Royal Park : ces villas controversées
En 2014, les demandes d’investissements d’Álvaro Sobrinho dans l’immobilier lui sont refusées. Pourtant, dans son édition du 7 novembre 2017, l’express expose les pressions exercées sur le BoI pour que l’Angolais obtienne la permission de s’approprier 12 villas du Royal Park Balaclava.
Deux Senior Counsels s’opposent farouchement à l’octroi de cette permission. La raison ? Les «reputational risks». N’empêche, un des avocats accepte de donner un avis favorable si des conditions strictes sont rattachées à cette permission. Au sein du conseil d’administration du BoI, c’est la cassure. Trois membres du conseil s’opposent à tout aval mais les pressions externes seront trop fortes.
René Leclézio démissionne et il explique, d’ailleurs, clairement dans sa lettre qu’il ne voulait pas s’associer à cette décision. Aujourd’hui, Álvaro Sobrinho ne peut prétendre à ses 12 villas parce qu’il n’arrive pas à remplir les conditions imposées par le BoI. L’institution a refusé une demande d’extension de la date butoir et de modification des conditions.
D’où viennent les pressions ? Dans sa PNQ du 4 avril 2017, Xavier-Luc Duval explique qu’un Senior Minister a accompagné Álvaro Sobrinho lors de ses visites au Royal Park. Les regards se seraient tout de suite tournés vers Ivan Collendavelloo. Ce dernier, qui avait avoué «avoir regardé dans les yeux d’Álvaro Sobrinho» et avoir compris que son argent était «clean», est l’avocat de Bernard Maigrot (promoteur de Royal Park) dans l’affaire Vanessa Lagesse.
Mais Ivan Collendavelloo ne serait pas le seul lien qui relierait Bernard Maigrot au gouvernement. Un membre proéminent du MSM qui avait, d’ailleurs, très mal réagi aux commentaires de Xavier Luc-Duval à la suite de la PNQ, serait aussi très proche du promoteur.
Pourquoi les compagnies de Sobrinho opèrent-elles toujours ?
Depuis avril 2016, deux associés de l’homme d’affaires angolais, Mauricio Fernandes et José Pinto, font l’objet d’une enquête à Maurice car on les soupçonne d’avoir menti lors de leurs demandes pour obtenir des licences dans le Global Business auprès de la FSC. En effet, lors de cet exercice, ils avaient listé Goolam Mohamed bhai et Iqbal Rajahbalee comme conseillers juridiques et financiers. Chose que les deux professionnels ont niée.
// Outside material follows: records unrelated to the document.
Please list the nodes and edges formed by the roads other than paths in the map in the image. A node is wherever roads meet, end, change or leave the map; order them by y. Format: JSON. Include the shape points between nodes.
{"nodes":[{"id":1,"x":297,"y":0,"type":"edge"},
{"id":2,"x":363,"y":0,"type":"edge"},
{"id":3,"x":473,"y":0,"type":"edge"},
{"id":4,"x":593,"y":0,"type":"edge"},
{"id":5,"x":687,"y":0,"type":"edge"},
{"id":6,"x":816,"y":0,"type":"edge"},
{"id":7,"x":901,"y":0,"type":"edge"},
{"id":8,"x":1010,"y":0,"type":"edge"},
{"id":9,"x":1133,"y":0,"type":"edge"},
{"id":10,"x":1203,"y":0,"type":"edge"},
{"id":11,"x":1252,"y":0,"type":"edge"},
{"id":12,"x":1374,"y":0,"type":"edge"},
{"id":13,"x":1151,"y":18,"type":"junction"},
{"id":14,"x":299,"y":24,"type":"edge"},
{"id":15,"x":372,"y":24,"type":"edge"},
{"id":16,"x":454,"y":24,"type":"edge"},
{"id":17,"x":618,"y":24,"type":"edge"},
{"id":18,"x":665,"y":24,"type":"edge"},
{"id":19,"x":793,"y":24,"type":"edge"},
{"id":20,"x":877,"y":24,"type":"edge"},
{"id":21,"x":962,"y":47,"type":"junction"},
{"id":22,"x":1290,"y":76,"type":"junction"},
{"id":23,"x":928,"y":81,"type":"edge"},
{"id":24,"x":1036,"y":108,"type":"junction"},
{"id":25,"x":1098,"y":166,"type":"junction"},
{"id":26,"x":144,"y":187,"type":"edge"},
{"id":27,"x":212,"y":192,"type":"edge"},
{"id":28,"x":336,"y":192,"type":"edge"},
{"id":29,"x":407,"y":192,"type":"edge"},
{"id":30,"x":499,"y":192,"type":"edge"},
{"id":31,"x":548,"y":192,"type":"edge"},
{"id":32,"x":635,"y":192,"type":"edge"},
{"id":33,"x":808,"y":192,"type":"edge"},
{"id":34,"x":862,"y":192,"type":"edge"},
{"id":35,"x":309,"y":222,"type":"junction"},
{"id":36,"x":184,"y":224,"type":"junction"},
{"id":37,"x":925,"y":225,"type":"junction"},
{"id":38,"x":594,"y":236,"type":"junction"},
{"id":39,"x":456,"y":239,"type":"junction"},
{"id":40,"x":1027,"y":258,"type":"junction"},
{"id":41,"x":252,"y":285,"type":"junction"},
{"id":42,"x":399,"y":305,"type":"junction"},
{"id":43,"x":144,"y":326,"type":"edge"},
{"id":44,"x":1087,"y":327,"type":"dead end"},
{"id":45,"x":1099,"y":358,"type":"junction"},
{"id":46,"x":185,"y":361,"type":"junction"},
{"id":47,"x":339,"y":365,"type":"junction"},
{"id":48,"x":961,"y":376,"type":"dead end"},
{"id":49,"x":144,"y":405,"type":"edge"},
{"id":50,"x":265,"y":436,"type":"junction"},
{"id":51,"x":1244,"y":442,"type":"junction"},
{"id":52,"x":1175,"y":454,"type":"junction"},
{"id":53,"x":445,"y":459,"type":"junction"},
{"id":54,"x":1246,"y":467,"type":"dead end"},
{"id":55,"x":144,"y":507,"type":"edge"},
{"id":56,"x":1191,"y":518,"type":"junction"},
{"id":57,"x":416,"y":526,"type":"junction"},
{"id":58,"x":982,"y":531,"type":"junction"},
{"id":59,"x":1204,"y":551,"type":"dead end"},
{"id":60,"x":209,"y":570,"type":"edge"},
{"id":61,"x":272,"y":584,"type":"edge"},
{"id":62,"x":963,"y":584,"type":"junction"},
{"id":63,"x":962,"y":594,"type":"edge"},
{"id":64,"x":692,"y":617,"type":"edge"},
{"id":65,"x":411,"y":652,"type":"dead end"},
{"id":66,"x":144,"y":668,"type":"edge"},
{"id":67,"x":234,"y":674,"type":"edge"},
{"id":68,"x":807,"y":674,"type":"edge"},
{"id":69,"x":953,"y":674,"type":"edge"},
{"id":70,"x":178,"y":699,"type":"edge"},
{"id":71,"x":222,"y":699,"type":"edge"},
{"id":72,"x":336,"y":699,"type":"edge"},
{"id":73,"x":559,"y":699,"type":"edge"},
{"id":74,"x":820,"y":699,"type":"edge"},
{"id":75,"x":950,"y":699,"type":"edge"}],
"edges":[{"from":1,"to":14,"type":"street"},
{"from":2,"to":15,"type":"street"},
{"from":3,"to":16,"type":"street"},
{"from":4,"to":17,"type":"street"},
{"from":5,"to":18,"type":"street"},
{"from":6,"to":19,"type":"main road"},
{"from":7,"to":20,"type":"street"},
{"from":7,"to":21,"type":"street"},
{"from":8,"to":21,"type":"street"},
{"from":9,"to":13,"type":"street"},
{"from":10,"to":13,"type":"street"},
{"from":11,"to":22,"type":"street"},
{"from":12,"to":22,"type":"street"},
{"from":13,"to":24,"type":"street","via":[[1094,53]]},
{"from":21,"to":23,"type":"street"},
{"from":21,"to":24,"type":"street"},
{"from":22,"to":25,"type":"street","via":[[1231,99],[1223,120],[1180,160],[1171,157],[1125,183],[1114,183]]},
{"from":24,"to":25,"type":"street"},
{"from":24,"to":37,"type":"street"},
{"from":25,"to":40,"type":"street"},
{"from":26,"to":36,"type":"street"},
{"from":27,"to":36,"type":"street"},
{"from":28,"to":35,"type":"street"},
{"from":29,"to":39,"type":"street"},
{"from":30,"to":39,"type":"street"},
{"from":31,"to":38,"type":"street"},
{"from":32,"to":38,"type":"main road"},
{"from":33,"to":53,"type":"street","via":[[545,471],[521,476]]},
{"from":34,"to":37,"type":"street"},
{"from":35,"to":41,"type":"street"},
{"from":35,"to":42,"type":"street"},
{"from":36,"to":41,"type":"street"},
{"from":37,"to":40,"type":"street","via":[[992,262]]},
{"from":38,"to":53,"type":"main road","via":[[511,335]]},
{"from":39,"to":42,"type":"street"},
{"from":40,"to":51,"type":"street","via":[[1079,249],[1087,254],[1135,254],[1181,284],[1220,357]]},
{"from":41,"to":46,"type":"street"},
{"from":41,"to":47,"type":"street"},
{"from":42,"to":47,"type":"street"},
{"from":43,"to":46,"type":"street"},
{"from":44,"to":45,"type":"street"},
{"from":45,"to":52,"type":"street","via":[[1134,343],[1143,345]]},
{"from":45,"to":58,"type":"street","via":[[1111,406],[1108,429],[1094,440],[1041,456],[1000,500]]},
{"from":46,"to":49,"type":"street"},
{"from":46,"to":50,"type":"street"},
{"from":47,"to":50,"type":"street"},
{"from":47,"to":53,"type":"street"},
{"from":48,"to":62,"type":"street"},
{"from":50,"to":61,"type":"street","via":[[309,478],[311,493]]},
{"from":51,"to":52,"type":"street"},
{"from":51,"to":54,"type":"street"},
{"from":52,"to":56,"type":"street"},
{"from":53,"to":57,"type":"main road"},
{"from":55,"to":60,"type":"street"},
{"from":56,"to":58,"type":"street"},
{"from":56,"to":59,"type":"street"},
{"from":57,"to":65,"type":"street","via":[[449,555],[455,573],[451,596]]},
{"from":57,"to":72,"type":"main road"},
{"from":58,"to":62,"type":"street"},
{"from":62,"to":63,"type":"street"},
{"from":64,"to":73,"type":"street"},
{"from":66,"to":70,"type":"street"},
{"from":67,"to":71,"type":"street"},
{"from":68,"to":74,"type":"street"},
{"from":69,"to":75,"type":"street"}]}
«Si vous me donnez des éléments qui justifient qu’il faut mettre sur pied une commission d’enquête, nous verrons après», a dit Pravind Jugnauth samedi à la presse. À «l’express», nous pensons qu’une commission d’enquête est essentielle pour tirer le vrai du faux. Cette liste n’est pas exhaustive. Malgré le fait que l’en- quête continue, la FSC n’a pas jugé bon de suspendre les licences concernées. En outre, Alvaro Sobrinho fait lui-même l’objet de plusieurs enquêtes en Suisse et au Portugal. Ce, car il est soupçonné d’avoir fait tomber la Banco Espirito Santo Angola, dont il était le directeur général. On soupçonne qu’il en aurait détourné $ 600 millions. Par conséquent, en ce moment, 160 millions de francs suisses sont gelés et une enquête du gouvernement suisse sur la provenance de cet argent est en cours.
Au Portugal, ses avoirs ont été gelés trois fois puis relâchés. Mais en ce mo- ment, on soupçonne l’Angolais d’avoir, par le biais de son avocat, payé l’ex-juge Rui Rangel pour faire lever le gel sur ses affaires.